During an 18-second span in the first half when Georgia Southern improbably fouled the Lobos four times, UNM went three-of-eight from the line.

“That inexcusable,” Flanagan said.

He added the Lobos practice free throws often and hit their shots from the line during practice. Flanagan chalks up the slump to a mental block.

“What cures that usually is early morning free-throw shooting,” Flanagan said. “People get a lot better when you’re shooting early morning free throws.”

UNM also had 19 turnovers and was out-rebounded 18-13 by Georgia Southern on the offensive boards.

The Lobos were sluggish early on offense but managed to amass a 29-21 halftime lead.

Georgia Southern countered with one 10-0 second-half run, but the Lobos iced the game with an 18-1 run that began with 8:52 left in the game and ended at the 4:01 mark. It gave UNM a 25-point lead, their biggest advantage of the night.

When UNM’s shots weren’t falling, the Lobos relied on strong defense to maintain a comfortable advantage.

The Lobos held Georgia Southern to 25 percent shooting from the field and forced 25 turnovers.

The Eagles were coming off a near-upset of No. 8 Georgia, falling 75-71 at home earlier this week. Georgia Southern relied on hot 3-point shooting against the Bulldogs but only shot 29 percent from beyond the arc against UNM.

“If we continue to play defense like that, I’ll be happy with the defense,” Flanagan said.

Junior forward Dionne Marsh led the Lobos with 22 points and added seven rebounds. Senior guard Julie Briody and freshman guard Amy Beggin added 14 points apiece, while junior guard Brandi Kimble made up for a rough shooting night by grabbing a game-high 12 rebounds.

Marsh is now 10 points away from scoring 1,000 career points, making her the 14th player in school history to reach the 1,000-point plateau.

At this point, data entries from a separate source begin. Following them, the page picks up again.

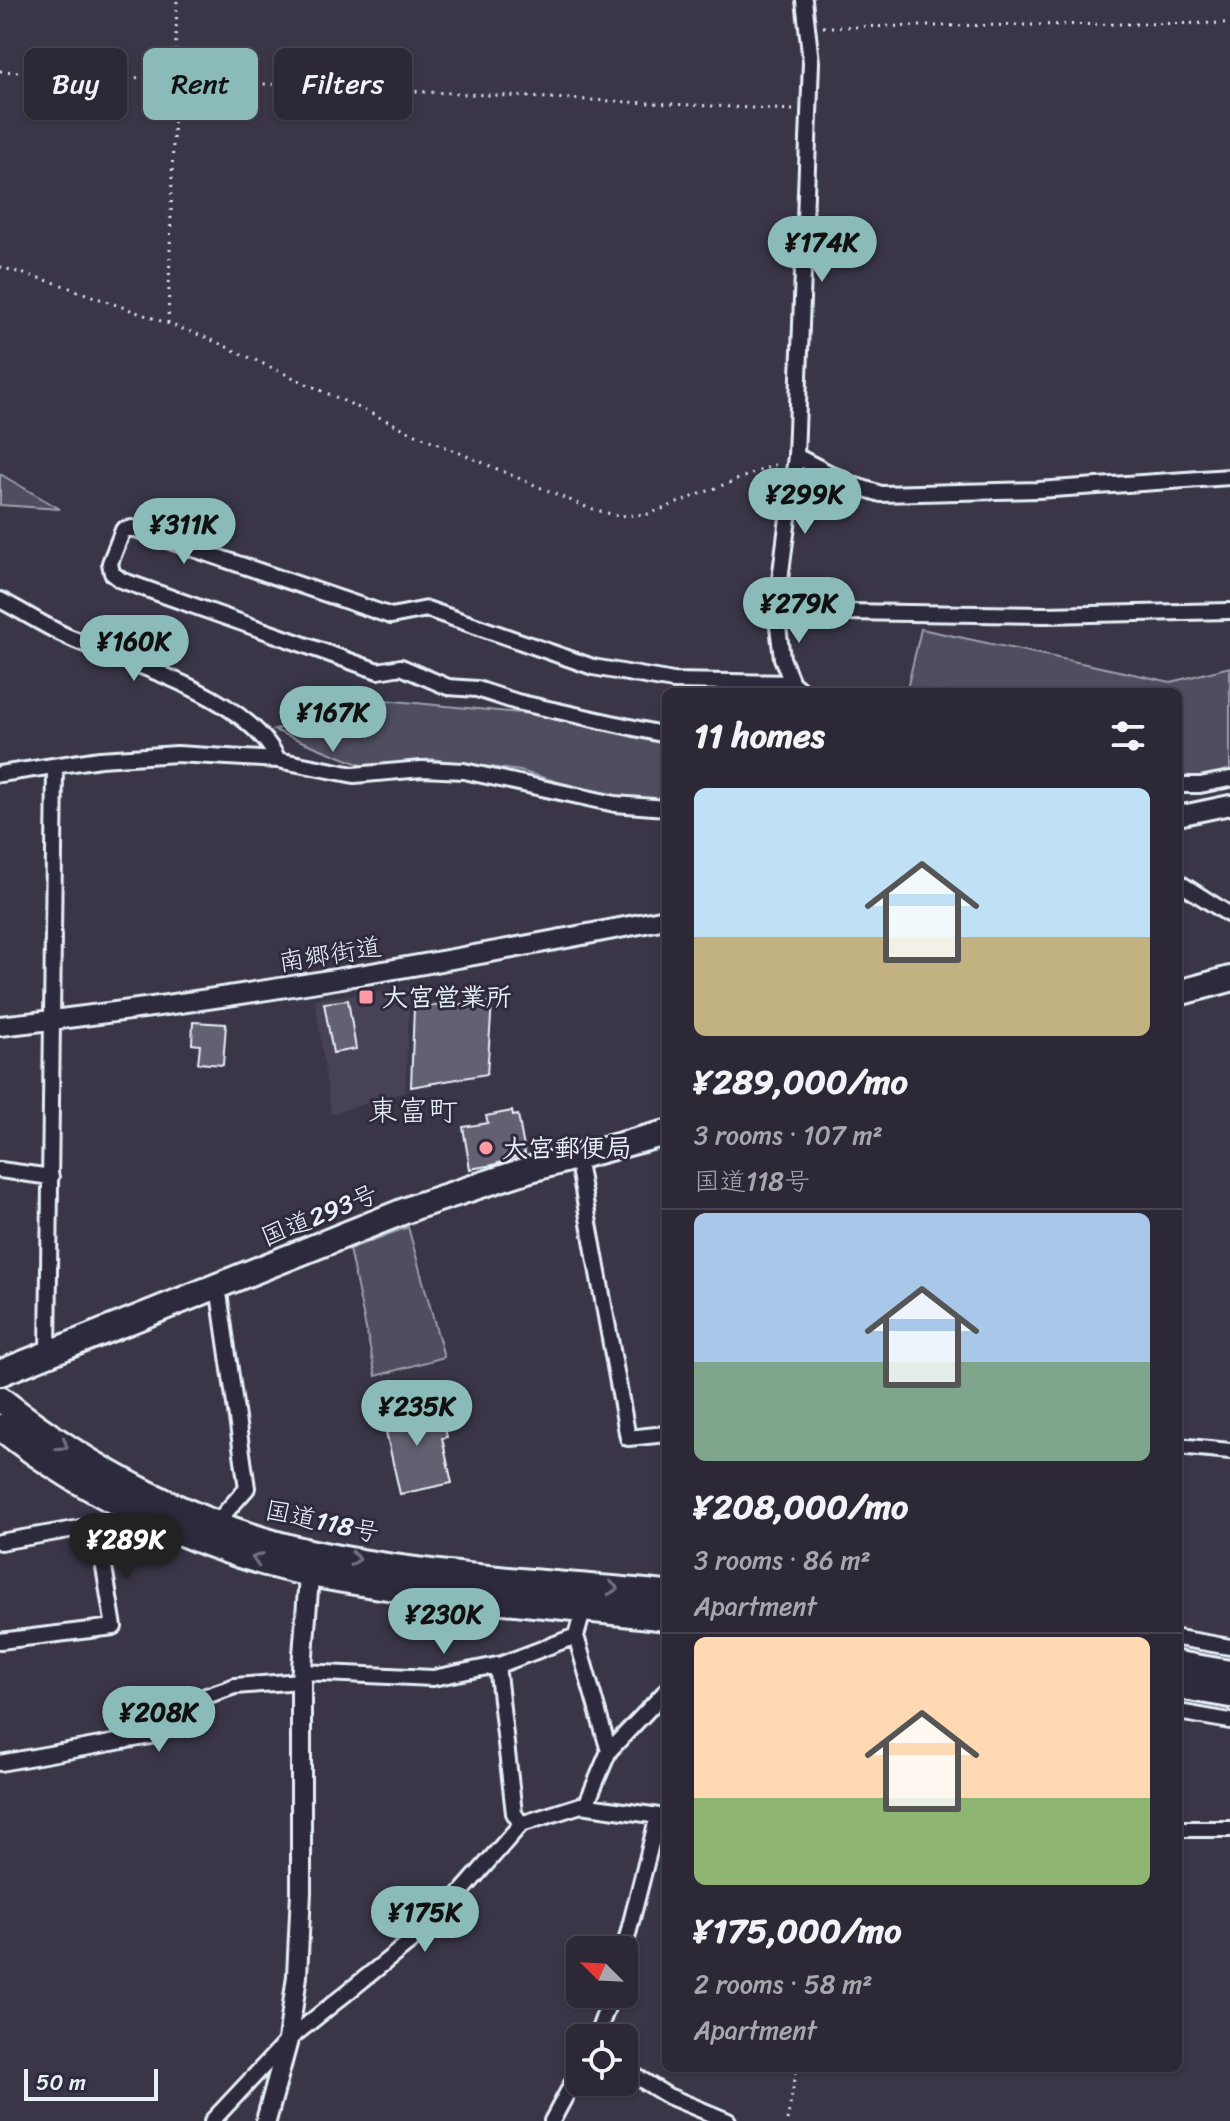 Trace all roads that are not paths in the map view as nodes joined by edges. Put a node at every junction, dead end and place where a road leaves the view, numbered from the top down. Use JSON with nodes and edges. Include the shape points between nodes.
{"nodes":[{"id":1,"x":804,"y":0,"type":"edge"},
{"id":2,"x":796,"y":456,"type":"junction"},
{"id":3,"x":1230,"y":477,"type":"edge"},
{"id":4,"x":0,"y":600,"type":"edge"},
{"id":5,"x":776,"y":611,"type":"junction"},
{"id":6,"x":1230,"y":611,"type":"edge"},
{"id":7,"x":797,"y":688,"type":"edge"},
{"id":8,"x":662,"y":734,"type":"edge"},
{"id":9,"x":278,"y":760,"type":"junction"},
{"id":10,"x":55,"y":768,"type":"junction"},
{"id":11,"x":0,"y":774,"type":"edge"},
{"id":12,"x":1230,"y":779,"type":"edge"},
{"id":13,"x":1182,"y":785,"type":"edge"},
{"id":14,"x":1230,"y":805,"type":"edge"},
{"id":15,"x":662,"y":808,"type":"edge"},
{"id":16,"x":1182,"y":815,"type":"edge"},
{"id":17,"x":1182,"y":885,"type":"edge"},
{"id":18,"x":1230,"y":915,"type":"edge"},
{"id":19,"x":662,"y":920,"type":"edge"},
{"id":20,"x":1230,"y":979,"type":"edge"},
{"id":21,"x":1182,"y":992,"type":"edge"},
{"id":22,"x":53,"y":1020,"type":"junction"},
{"id":23,"x":0,"y":1026,"type":"edge"},
{"id":24,"x":662,"y":1134,"type":"edge"},
{"id":25,"x":577,"y":1157,"type":"junction"},
{"id":26,"x":0,"y":1170,"type":"edge"},
{"id":27,"x":51,"y":1177,"type":"junction"},
{"id":28,"x":218,"y":1286,"type":"junction"},
{"id":29,"x":48,"y":1353,"type":"junction"},
{"id":30,"x":0,"y":1373,"type":"edge"},
{"id":31,"x":0,"y":1399,"type":"edge"},
{"id":32,"x":0,"y":1427,"type":"edge"},
{"id":33,"x":662,"y":1434,"type":"edge"},
{"id":34,"x":1182,"y":1446,"type":"edge"},
{"id":35,"x":1230,"y":1451,"type":"edge"},
{"id":36,"x":216,"y":1523,"type":"junction"},
{"id":37,"x":0,"y":1542,"type":"edge"},
{"id":38,"x":310,"y":1563,"type":"junction"},
{"id":39,"x":662,"y":1594,"type":"edge"},
{"id":40,"x":584,"y":1608,"type":"junction"},
{"id":41,"x":662,"y":1618,"type":"edge"},
{"id":42,"x":576,"y":1636,"type":"junction"},
{"id":43,"x":1182,"y":1639,"type":"edge"},
{"id":44,"x":0,"y":1641,"type":"edge"},
{"id":45,"x":1230,"y":1647,"type":"edge"},
{"id":46,"x":497,"y":1665,"type":"junction"},
{"id":47,"x":1182,"y":1665,"type":"edge"},
{"id":48,"x":1230,"y":1673,"type":"edge"},
{"id":49,"x":301,"y":1676,"type":"junction"},
{"id":50,"x":1182,"y":1687,"type":"edge"},
{"id":51,"x":662,"y":1695,"type":"edge"},
{"id":52,"x":1230,"y":1695,"type":"edge"},
{"id":53,"x":1182,"y":1713,"type":"edge"},
{"id":54,"x":1230,"y":1721,"type":"edge"},
{"id":55,"x":609,"y":1751,"type":"junction"},
{"id":56,"x":0,"y":1763,"type":"edge"},
{"id":57,"x":586,"y":1805,"type":"junction"},
{"id":58,"x":662,"y":1816,"type":"edge"},
{"id":59,"x":521,"y":1824,"type":"junction"},
{"id":60,"x":1182,"y":1829,"type":"edge"},
{"id":61,"x":1230,"y":1829,"type":"edge"},
{"id":62,"x":628,"y":1936,"type":"edge"},
{"id":63,"x":288,"y":2040,"type":"junction"},
{"id":64,"x":638,"y":2078,"type":"edge"},
{"id":65,"x":566,"y":2095,"type":"edge"},
{"id":66,"x":212,"y":2121,"type":"edge"},
{"id":67,"x":266,"y":2121,"type":"edge"},
{"id":68,"x":552,"y":2121,"type":"edge"},
{"id":69,"x":728,"y":2121,"type":"edge"}],
"edges":[{"from":1,"to":2,"type":"street","via":[[811,62]]},
{"from":2,"to":3,"type":"street","via":[[881,494]]},
{"from":2,"to":5,"type":"street"},
{"from":4,"to":9,"type":"street","via":[[71,638],[195,691],[256,729]]},
{"from":5,"to":6,"type":"street"},
{"from":5,"to":7,"type":"street","via":[[782,658]]},
{"from":7,"to":8,"type":"street","via":[[673,681],[593,667],[427,609],[391,616],[132,528],[123,530],[110,563],[121,580],[378,671],[401,667],[448,687],[477,689]]},
{"from":9,"to":10,"type":"street","via":[[177,754]]},
{"from":9,"to":15,"type":"street","via":[[354,775],[464,771],[615,804]]},
{"from":10,"to":11,"type":"street"},
{"from":10,"to":22,"type":"street"},
{"from":12,"to":13,"type":"street"},
{"from":14,"to":16,"type":"street"},
{"from":17,"to":18,"type":"street"},
{"from":19,"to":22,"type":"street","name":"南郷街道","via":[[362,975]]},
{"from":20,"to":21,"type":"highway"},
{"from":22,"to":23,"type":"street","name":"南郷街道"},
{"from":22,"to":27,"type":"street"},
{"from":24,"to":25,"type":"highway","name":"国道293号"},
{"from":25,"to":28,"type":"highway","name":"国道293号","via":[[417,1206]]},
{"from":25,"to":33,"type":"street","via":[[628,1438]]},
{"from":26,"to":27,"type":"street"},
{"from":27,"to":29,"type":"street"},
{"from":28,"to":29,"type":"highway","name":"国道293号"},
{"from":28,"to":36,"type":"street","via":[[247,1488]]},
{"from":29,"to":30,"type":"highway","name":"国道293号"},
{"from":31,"to":36,"type":"highway","name":"国道118号","one_way":true,"via":[[110,1474]]},
{"from":38,"to":32,"type":"highway","name":"国道118号","one_way":true,"via":[[206,1542],[101,1493]]},
{"from":34,"to":35,"type":"street"},
{"from":36,"to":38,"type":"highway","name":"国道118号"},
{"from":37,"to":44,"type":"street","via":[[97,1525],[114,1627]]},
{"from":38,"to":39,"type":"highway","name":"国道118号","one_way":true,"via":[[423,1568]]},
{"from":38,"to":40,"type":"highway","name":"国道118号"},
{"from":38,"to":49,"type":"street"},
{"from":40,"to":41,"type":"highway","name":"国道118号"},
{"from":40,"to":42,"type":"street"},
{"from":42,"to":46,"type":"street"},
{"from":42,"to":55,"type":"street"},
{"from":43,"to":45,"type":"street"},
{"from":46,"to":49,"type":"street","via":[[433,1678]]},
{"from":46,"to":59,"type":"street","via":[[514,1813]]},
{"from":47,"to":48,"type":"highway"},
{"from":49,"to":56,"type":"street","via":[[206,1696],[156,1735]]},
{"from":49,"to":63,"type":"street","via":[[301,1892]]},
{"from":50,"to":52,"type":"highway"},
{"from":51,"to":55,"type":"street"},
{"from":53,"to":54,"type":"street"},
{"from":55,"to":57,"type":"street"},
{"from":57,"to":58,"type":"street"},
{"from":57,"to":59,"type":"street"},
{"from":58,"to":62,"type":"street"},
{"from":59,"to":63,"type":"street","via":[[436,1921]]},
{"from":60,"to":61,"type":"street"},
{"from":63,"to":66,"type":"street"},
{"from":63,"to":67,"type":"street"},
{"from":64,"to":69,"type":"street"},
{"from":65,"to":68,"type":"street"}]}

Georgia Southern was led by guard Tiffany Brown, who scored 12 points.

The Eagles lost their composure during UNM’s big second-half run.

Guard Ashley Rivens didn’t run down the court to chase the ball when she disagreed with an official who called her for traveling with 5:55 left in the game. The official told her to get the ball and bring it to him. Georgia Southern coach Rusty Cram stepped in front of his team' bench and tossed the ball to Rivens. Rather than handing it to the official, Rivens tossed it behind her in the general direction of another ref. She was then slapped with the technical foul.

“You could tell we were definitely getting to them when we went on that run,” Beggin said. “They were really frustrated.”